● What is needed: Find the word "highway" in the listing. Copy out each line where it occurs.

● Recorded information:
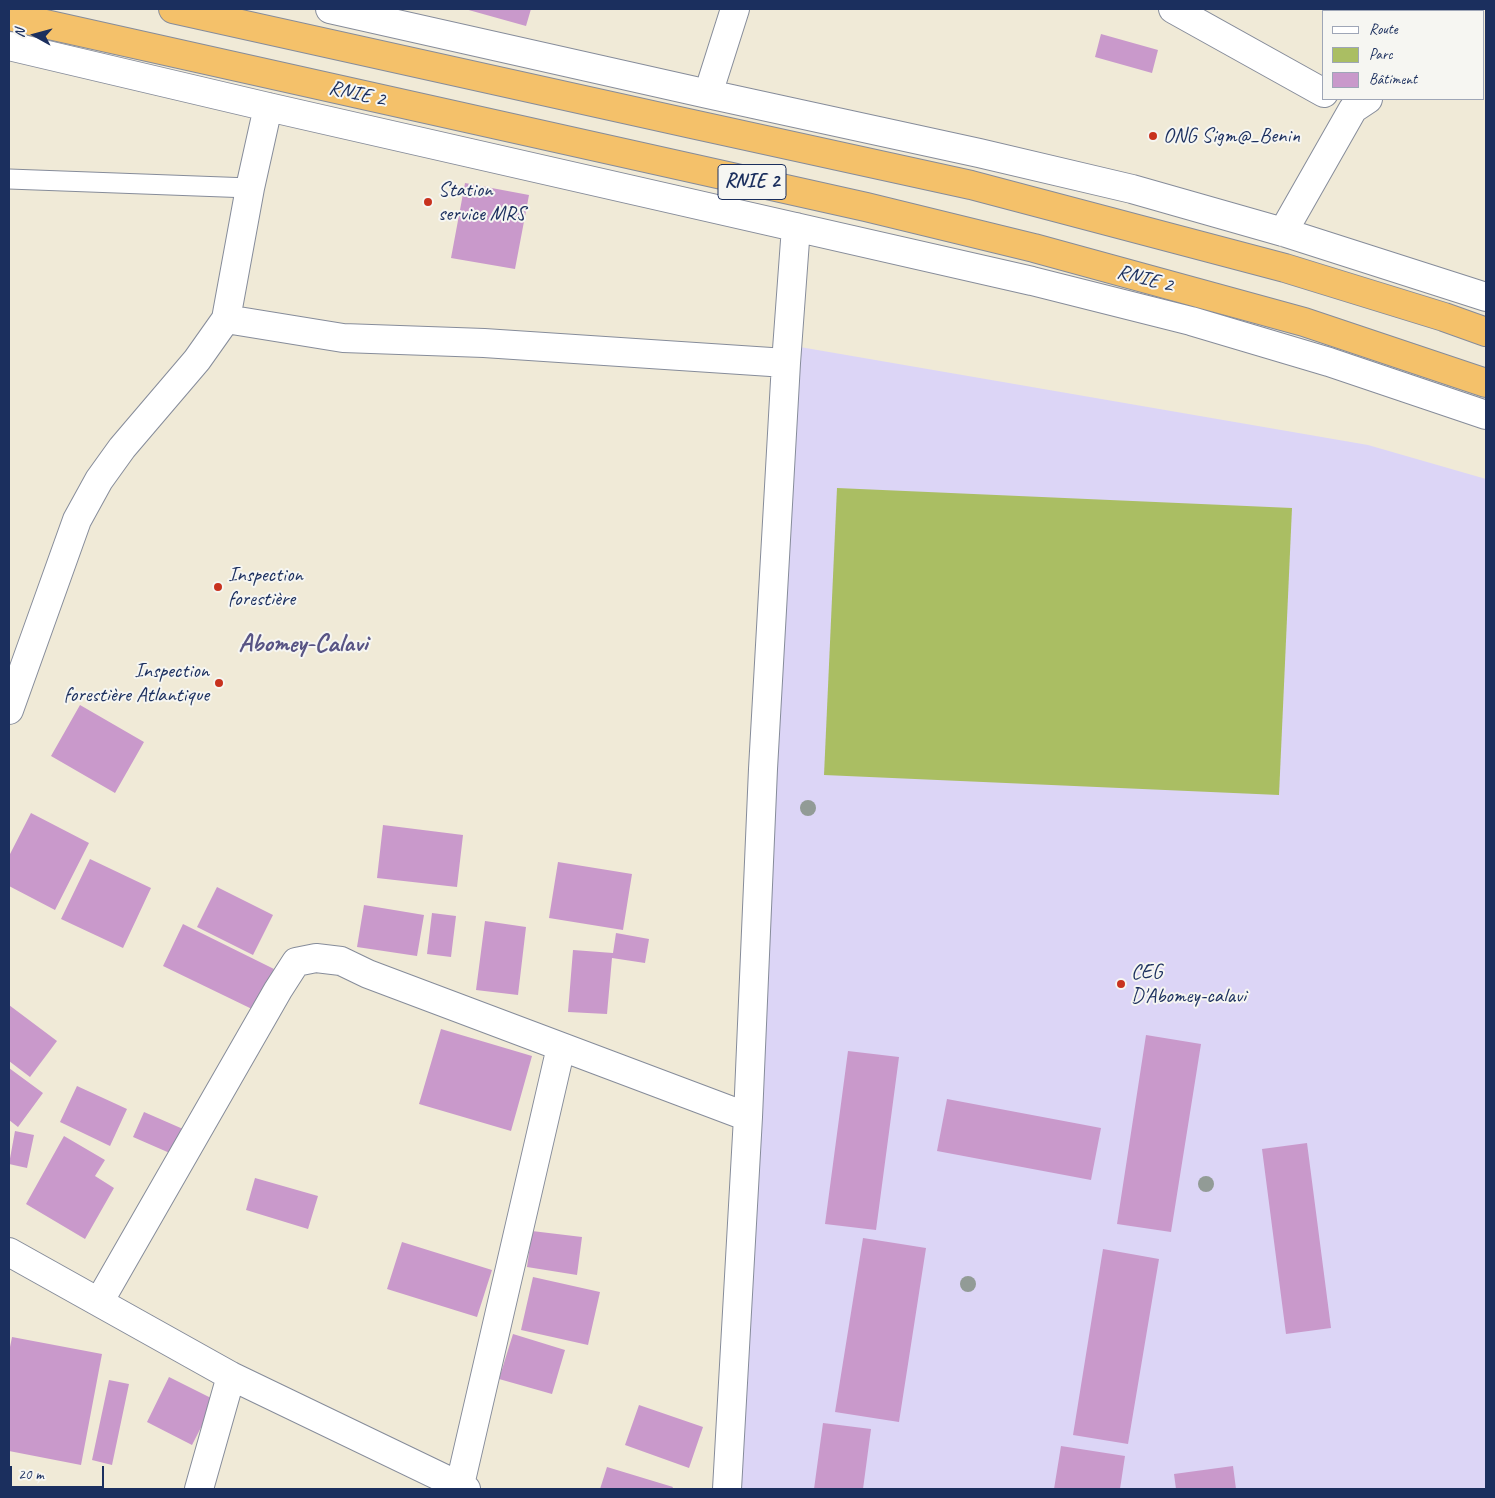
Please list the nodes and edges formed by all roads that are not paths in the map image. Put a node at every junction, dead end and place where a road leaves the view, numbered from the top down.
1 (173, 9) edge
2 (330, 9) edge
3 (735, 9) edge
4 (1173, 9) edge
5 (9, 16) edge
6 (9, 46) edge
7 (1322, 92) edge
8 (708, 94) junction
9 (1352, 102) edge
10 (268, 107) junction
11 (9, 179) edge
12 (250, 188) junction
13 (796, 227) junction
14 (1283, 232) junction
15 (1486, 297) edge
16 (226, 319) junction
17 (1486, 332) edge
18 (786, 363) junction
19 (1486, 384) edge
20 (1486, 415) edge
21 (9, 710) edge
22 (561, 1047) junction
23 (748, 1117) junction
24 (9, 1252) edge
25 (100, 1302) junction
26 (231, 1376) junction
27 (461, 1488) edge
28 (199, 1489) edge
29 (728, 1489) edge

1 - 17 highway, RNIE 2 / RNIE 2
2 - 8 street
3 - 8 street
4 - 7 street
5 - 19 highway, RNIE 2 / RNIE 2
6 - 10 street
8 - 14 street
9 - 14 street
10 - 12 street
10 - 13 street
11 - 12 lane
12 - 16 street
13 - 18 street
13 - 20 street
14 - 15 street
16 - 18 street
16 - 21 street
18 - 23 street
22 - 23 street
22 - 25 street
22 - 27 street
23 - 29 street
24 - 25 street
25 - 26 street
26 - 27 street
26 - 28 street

● Written answer:
1 - 17 highway, RNIE 2 / RNIE 2
5 - 19 highway, RNIE 2 / RNIE 2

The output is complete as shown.